- _DIRECTIONS FOR THIS TASK_
From the first line to the last, please write out the data exactly.

--- START ---

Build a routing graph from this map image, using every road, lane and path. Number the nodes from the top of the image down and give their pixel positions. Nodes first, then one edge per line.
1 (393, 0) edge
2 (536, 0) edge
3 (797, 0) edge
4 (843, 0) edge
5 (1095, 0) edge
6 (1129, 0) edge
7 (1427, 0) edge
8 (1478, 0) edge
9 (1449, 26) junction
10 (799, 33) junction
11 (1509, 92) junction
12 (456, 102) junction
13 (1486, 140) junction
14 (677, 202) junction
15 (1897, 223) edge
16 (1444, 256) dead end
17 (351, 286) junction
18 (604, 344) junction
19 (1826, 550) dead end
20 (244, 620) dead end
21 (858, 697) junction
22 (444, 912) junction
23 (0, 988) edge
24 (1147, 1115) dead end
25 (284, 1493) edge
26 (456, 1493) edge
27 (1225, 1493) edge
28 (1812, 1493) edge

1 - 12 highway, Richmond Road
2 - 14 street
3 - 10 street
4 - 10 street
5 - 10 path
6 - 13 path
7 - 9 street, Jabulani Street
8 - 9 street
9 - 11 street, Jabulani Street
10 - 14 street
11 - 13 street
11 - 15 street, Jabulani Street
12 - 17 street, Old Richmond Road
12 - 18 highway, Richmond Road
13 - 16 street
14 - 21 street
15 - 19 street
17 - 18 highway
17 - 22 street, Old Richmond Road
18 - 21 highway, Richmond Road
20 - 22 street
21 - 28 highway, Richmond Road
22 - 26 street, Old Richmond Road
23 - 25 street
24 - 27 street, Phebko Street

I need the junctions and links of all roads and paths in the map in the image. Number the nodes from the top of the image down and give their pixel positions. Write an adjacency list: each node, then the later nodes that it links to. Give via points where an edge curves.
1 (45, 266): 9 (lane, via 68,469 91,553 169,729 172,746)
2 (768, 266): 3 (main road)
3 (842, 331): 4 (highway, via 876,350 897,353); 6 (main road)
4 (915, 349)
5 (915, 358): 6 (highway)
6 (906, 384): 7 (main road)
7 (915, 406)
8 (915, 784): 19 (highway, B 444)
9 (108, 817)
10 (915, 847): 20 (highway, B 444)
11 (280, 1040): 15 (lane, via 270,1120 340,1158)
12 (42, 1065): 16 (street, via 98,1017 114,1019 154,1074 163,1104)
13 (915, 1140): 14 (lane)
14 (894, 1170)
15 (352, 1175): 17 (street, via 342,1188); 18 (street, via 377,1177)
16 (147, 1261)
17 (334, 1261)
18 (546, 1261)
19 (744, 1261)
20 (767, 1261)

--- END ---

- _EXPECTED ANSWER_
Build a routing graph from this map image, using every road, lane and path. Number the nodes from the top of the image down and give their pixel positions. Nodes first, then one edge per line.
1 (393, 0) edge
2 (536, 0) edge
3 (797, 0) edge
4 (843, 0) edge
5 (1095, 0) edge
6 (1129, 0) edge
7 (1427, 0) edge
8 (1478, 0) edge
9 (1449, 26) junction
10 (799, 33) junction
11 (1509, 92) junction
12 (456, 102) junction
13 (1486, 140) junction
14 (677, 202) junction
15 (1897, 223) edge
16 (1444, 256) dead end
17 (351, 286) junction
18 (604, 344) junction
19 (1826, 550) dead end
20 (244, 620) dead end
21 (858, 697) junction
22 (444, 912) junction
23 (0, 988) edge
24 (1147, 1115) dead end
25 (284, 1493) edge
26 (456, 1493) edge
27 (1225, 1493) edge
28 (1812, 1493) edge

1 - 12 highway, Richmond Road
2 - 14 street
3 - 10 street
4 - 10 street
5 - 10 path
6 - 13 path
7 - 9 street, Jabulani Street
8 - 9 street
9 - 11 street, Jabulani Street
10 - 14 street
11 - 13 street
11 - 15 street, Jabulani Street
12 - 17 street, Old Richmond Road
12 - 18 highway, Richmond Road
13 - 16 street
14 - 21 street
15 - 19 street
17 - 18 highway
17 - 22 street, Old Richmond Road
18 - 21 highway, Richmond Road
20 - 22 street
21 - 28 highway, Richmond Road
22 - 26 street, Old Richmond Road
23 - 25 street
24 - 27 street, Phebko Street

I need the junctions and links of all roads and paths in the map in the image. Number the nodes from the top of the image down and give their pixel positions. Write an adjacency list: each node, then the later nodes that it links to. Give via points where an edge curves.
1 (45, 266): 9 (lane, via 68,469 91,553 169,729 172,746)
2 (768, 266): 3 (main road)
3 (842, 331): 4 (highway, via 876,350 897,353); 6 (main road)
4 (915, 349)
5 (915, 358): 6 (highway)
6 (906, 384): 7 (main road)
7 (915, 406)
8 (915, 784): 19 (highway, B 444)
9 (108, 817)
10 (915, 847): 20 (highway, B 444)
11 (280, 1040): 15 (lane, via 270,1120 340,1158)
12 (42, 1065): 16 (street, via 98,1017 114,1019 154,1074 163,1104)
13 (915, 1140): 14 (lane)
14 (894, 1170)
15 (352, 1175): 17 (street, via 342,1188); 18 (street, via 377,1177)
16 (147, 1261)
17 (334, 1261)
18 (546, 1261)
19 (744, 1261)
20 (767, 1261)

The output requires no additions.